General radiography is the most basic form of medical imaging. It uses X-rays to create a fixed image of the inside of the body.
After reading and interpreting an X-ray, a radiologist will send a report to your referring physician. The radiologist may recommend further investigation through the use of other imaging methods.
Fluoroscopy is a type of medical imaging that shows a continuous X-ray image on a monitor, much like an X-ray movie. It is used to diagnose or treat patients by displaying the movement of a body part or of an instrument or dye through the body.
During a fluoroscopy procedure, an X-ray beam is passed through the body. The image is transmitted to a monitor so that the body part and its motion can be seen in detail.
Fluoroscopy is used in many types of examinations and procedures. Some examples include
- Barium X-rays and enemas (to view movement through the GI tract)
- Catheter insertion (to direct the placement of a catheter during angioplasty or angiography)
- Blood flow studies (to visualize blood flow to organs)
- Orthopedic surgery (to view fractures and fracture treatments)
Computed Tomography (CT)
CT scanning—sometimes called CAT scanning—is a noninvasive medical test that helps physicians diagnose and treat medical conditions.
CT scanning combines special X-ray equipment with sophisticated computers to produce multiple images or pictures of the inside of the body. They provide greater clarity and more details than regular X-rays.
Using specialized equipment and expertise to create and interpret CT scans of the body, radiologists can more easily diagnose problems such as cancers, cardiovascular disease, infectious disease, appendicitis, trauma and musculoskeletal disorders.
Magnetic Resonance Imaging (MRI)
Magnetic resonance imaging (MRI) is a noninvasive medical test that helps physicians diagnose and treat medical conditions.
MR imaging uses a powerful magnetic field, radio frequency pulses and a computer to produce detailed pictures of organs, soft tissues, bone and virtually all other internal body structures.
Detailed MR images allow physicians to better evaluate various parts of the body and determine the presence of certain diseases that may not be assessed adequately with other imaging methods such as X-ray, ultrasound or computed tomography (also called CT or CAT scanning).
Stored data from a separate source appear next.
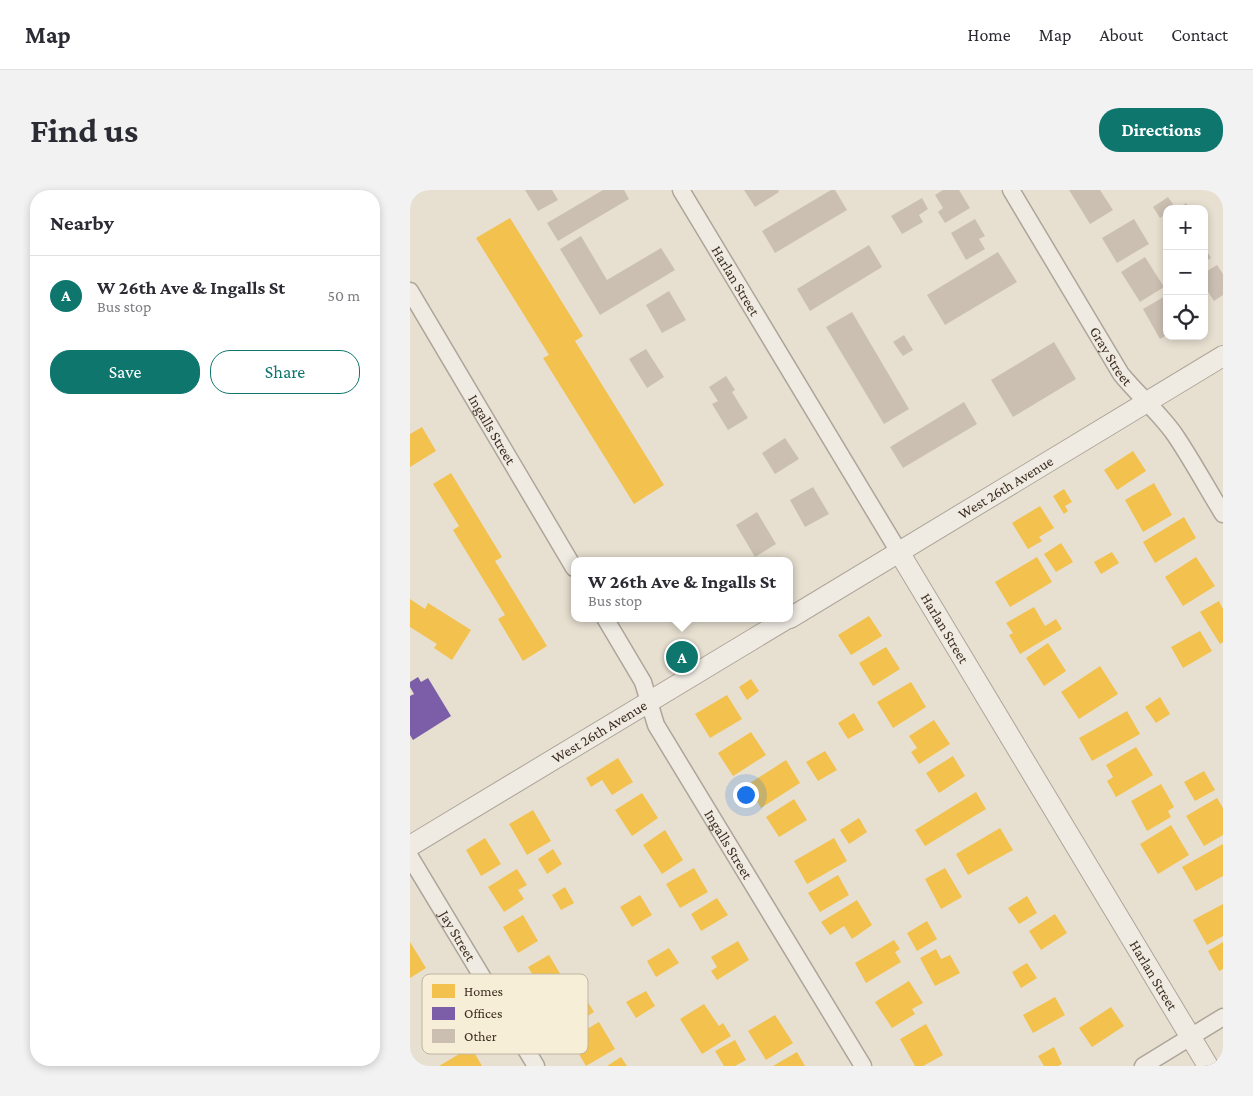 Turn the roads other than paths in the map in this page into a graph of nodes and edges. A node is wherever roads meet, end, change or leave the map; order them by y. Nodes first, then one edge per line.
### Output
1 (681, 190) edge
2 (1011, 190) edge
3 (410, 291) edge
4 (1223, 356) edge
5 (1147, 402) junction
6 (1223, 514) edge
7 (899, 552) junction
8 (571, 563) edge
9 (793, 616) edge
10 (607, 622) edge
11 (782, 622) edge
12 (649, 702) junction
13 (410, 846) edge
14 (410, 857) edge
15 (481, 974) edge
16 (1223, 1017) edge
17 (1190, 1037) junction
18 (529, 1054) edge
19 (536, 1066) edge
20 (863, 1066) edge
21 (1143, 1066) edge
22 (1208, 1066) edge

1 - 7 street, Harlan Street
2 - 5 street, Gray Street
3 - 8 street, Ingalls Street
4 - 5 street, West 26th Avenue
5 - 6 street, Gray Street
5 - 7 street, West 26th Avenue
7 - 9 street, West 26th Avenue
7 - 17 street, Harlan Street
10 - 12 street, Ingalls Street
11 - 12 street, West 26th Avenue
12 - 13 street, West 26th Avenue
12 - 20 street, Ingalls Street
14 - 15 street, Jay Street
16 - 17 street
17 - 21 street
17 - 22 street, Harlan Street
18 - 19 street, Jay Street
Ultrasound imaging, also known as ultrasound scanning or sonography, is a method of obtaining images from inside the human body through the use of high frequency sound waves. The soundwaves' echoes are recorded and displayed as a real-time, visual image.
Nuclear medicine uses very small amounts of radioactive materials (radiopharmaceuticals) to diagnose and treat disease. In imaging, the radiopharmaceuticals are detected by special types of cameras that work with computers to provide very precise pictures about the area of the body being imaged. In treatment, the radiopharmaceuticals go directly to the organ being treated.
Lithotripsy is a medical procedure that uses shock waves to break up stones in the kidney, bladder, or ureter (tube that carries urine from your kidneys to your bladder). After the procedure, the tiny pieces of stones pass out of your body in your urine.
Positron emission tomography, also called PET imaging or a PET scan, is a type of nuclear medicine imaging. A PET scan measures important body functions to help doctors evaluate how well organs and tissues are functioning.
CT imaging uses special X-ray equipment, and in some cases a contrast material, to produce multiple images or pictures of the inside of the body. These images can then be interpreted by a radiologist on a computer monitor as printed images. CT imaging provides excellent anatomic information.
Today, most PET scans are performed on instruments that are combined PET and CT scanners. The combined PET/CT scans provide images that pinpoint the location of abnormal metabolic activity within the body. The combined scans have been shown to provide more accurate diagnoses than the two scans performed separately.